This week, I’m headed to my nieces flower and bunny farm, Blooms and Bunnies, in the New Mexico mountains near Albuquerque to this Thanksgiving with family and about 150 animals she raises there. It’s a special week that always fuels my soul as well as my belly. 

With that spirit in mind, this issue is all about Gratitude and how it changes everything. Not just your mood, but your mind, your energy, and the way you tell your story. I’m diving into the science behind gratitude, including research that surprised even the neuroscientists who ran it. 

In today’s newsletter, you’ll get 

  • A look a what holiday break is like in the Graft family (probably looks just like yours, but with fewer animals)

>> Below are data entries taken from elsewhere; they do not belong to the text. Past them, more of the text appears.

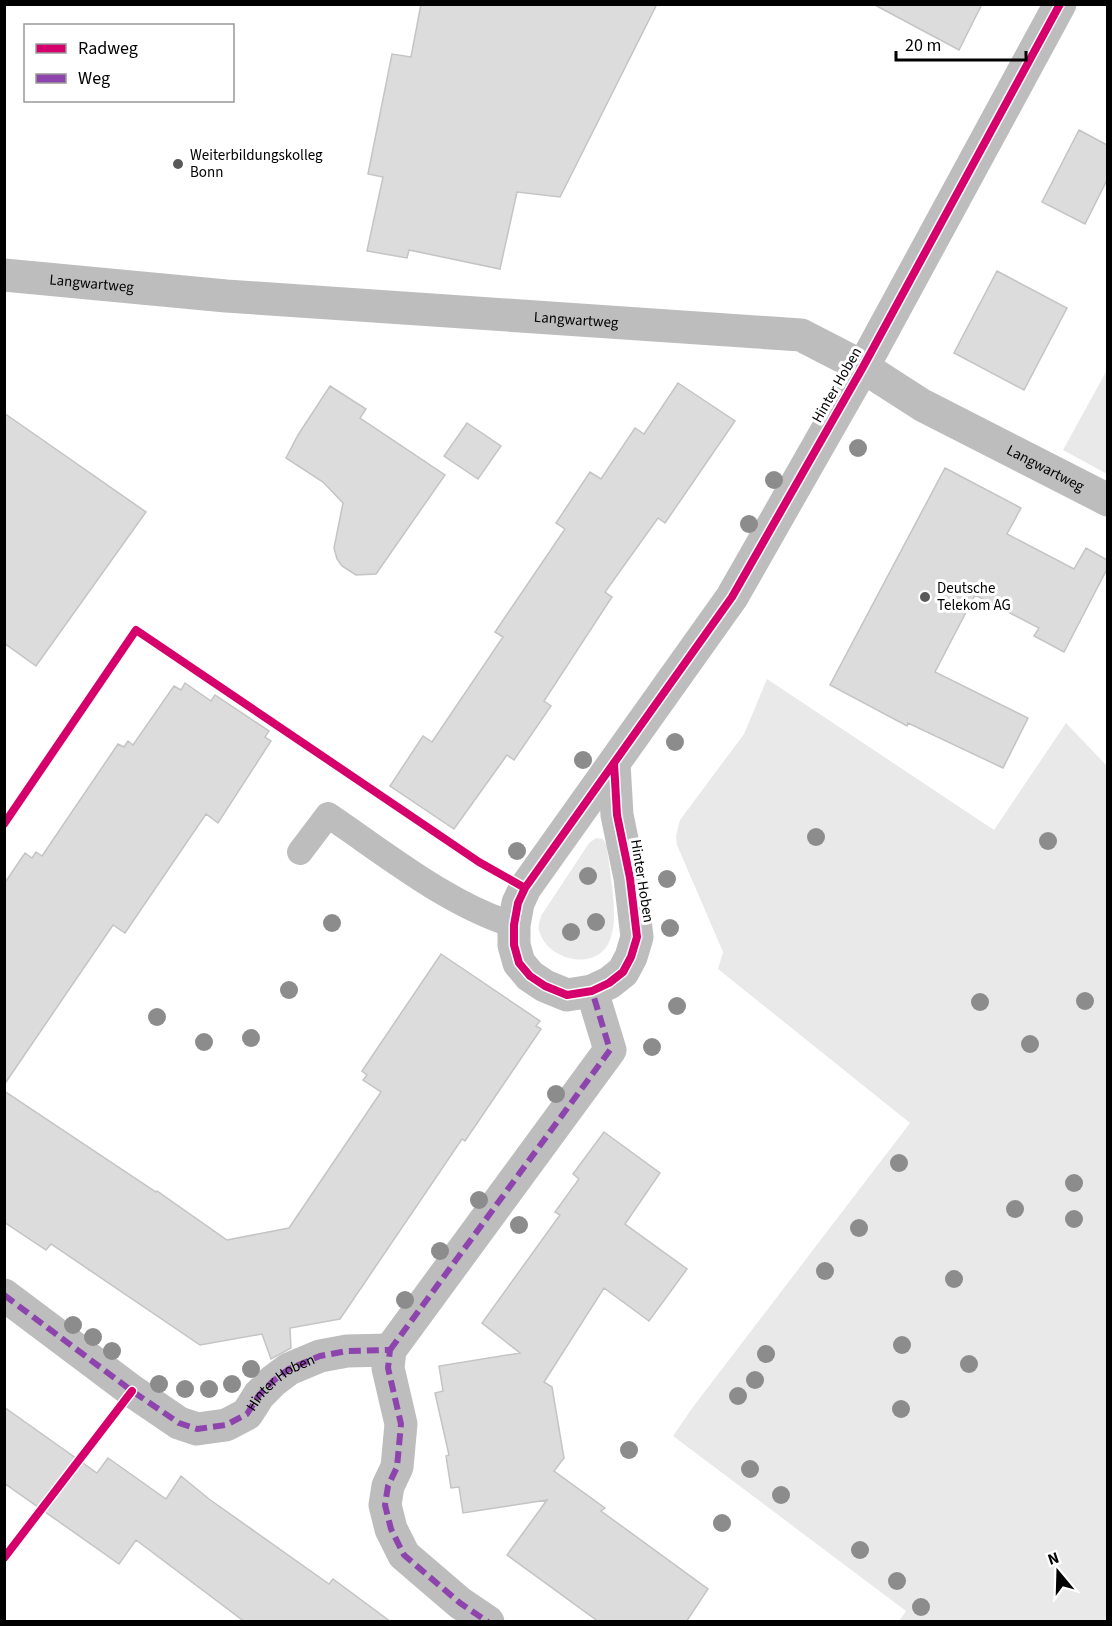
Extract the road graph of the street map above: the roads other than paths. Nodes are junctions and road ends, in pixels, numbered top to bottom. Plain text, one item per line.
1 (1060, 4) edge
2 (4, 274) edge
3 (864, 367) junction
4 (1107, 500) edge
5 (614, 763) junction
6 (300, 852) dead end
7 (514, 925) junction
8 (592, 991) junction
9 (4, 1295) edge
10 (390, 1350) junction
11 (488, 1622) edge

1 - 3 street, Hinter Hoben
2 - 3 street, Langwartweg
3 - 4 street, Langwartweg
3 - 5 street, Hinter Hoben
5 - 7 street, Hinter Hoben
5 - 8 street, Hinter Hoben
6 - 7 lane
7 - 8 street, Hinter Hoben
8 - 10 street
9 - 10 street, Hinter Hoben
10 - 11 street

  • 3 takeaways on how gratitude, reflection, and rest sharpen your storytelling 

  • A video that uncovers what most people get wrong about gratitude

Enjoy this gratitude trip and a little taste of the Southwest…LG

LG’s STORY: The Gratitude Infusions of Thanksgiving

Thanksgiving. My favorite holiday stretch of the year.

It’s traveling with smiling strangers (most of them anyway). Family arriving from all corners. A continuous stream of hugs and cheerful greetings with my mom, sisters, nieces, nephews, and brother-in-laws see one another again.

It is the slower mornings, sipping lattes by the fire. The busy kitchen where everyone cooks side by side, swapping recipes, creating more food than any human gathering could ever finish.

LG & the farm working dogs.

It’s wrestling 120 lb Great Pyrenees dogs, watching my mom feed 60 chickens, holding baby mini-flop rabbits (called Kittens) to get them ready for ‘best in show’ type competitions. And cats. Lots of curious cats. 

Sister Linda with her bunny

It’s farm projects while football hums in the background. Puzzles scattered across the table. Conversations that drift across every topic imaginable, without agenda or rush.

And the laughter. OMG, the laughter when our family gathers.

The “remember when” moments that turn into full-on stomach cramps. New stories get added to the collection. Someone new to the family hears the classics for the first time, and we all get to experience them fresh through their eyes.

On these days, the stories flow like mimosas.

Momma G and Maggie

It is this blissful wave of sights, sounds, and smells, wrapped in smiles, laughter, and shared memories. With a big family like mine, you never know if it’ll be 4 people or 24 showing up, but it is always a time of joy.

It’s the same beautiful rhythm every year. Tuesday and Wednesday for travel, projects, and settling in. Thursday for feasting, football, napping, and snacking. Friday for leftovers and staying put. Saturday for shopping, sleeping in, or doing whatever feels right. And Sunday for the journey back home.

Just being present. Just coming together. Taking one day of thanks and letting those cherished moments spill across the whole week.

It’s this rare stretch of the year where every day is filled with moments that deliver infusions of gratitude.

This constant stream of lovable stimuli fills my creative cup and resets my soul. It is where I rest, reconnect, and rekindle my energy in a way that elevates how and why I tell stories.

And it is a gratitude spring available to all of us, whether your family is one person or twenty-four.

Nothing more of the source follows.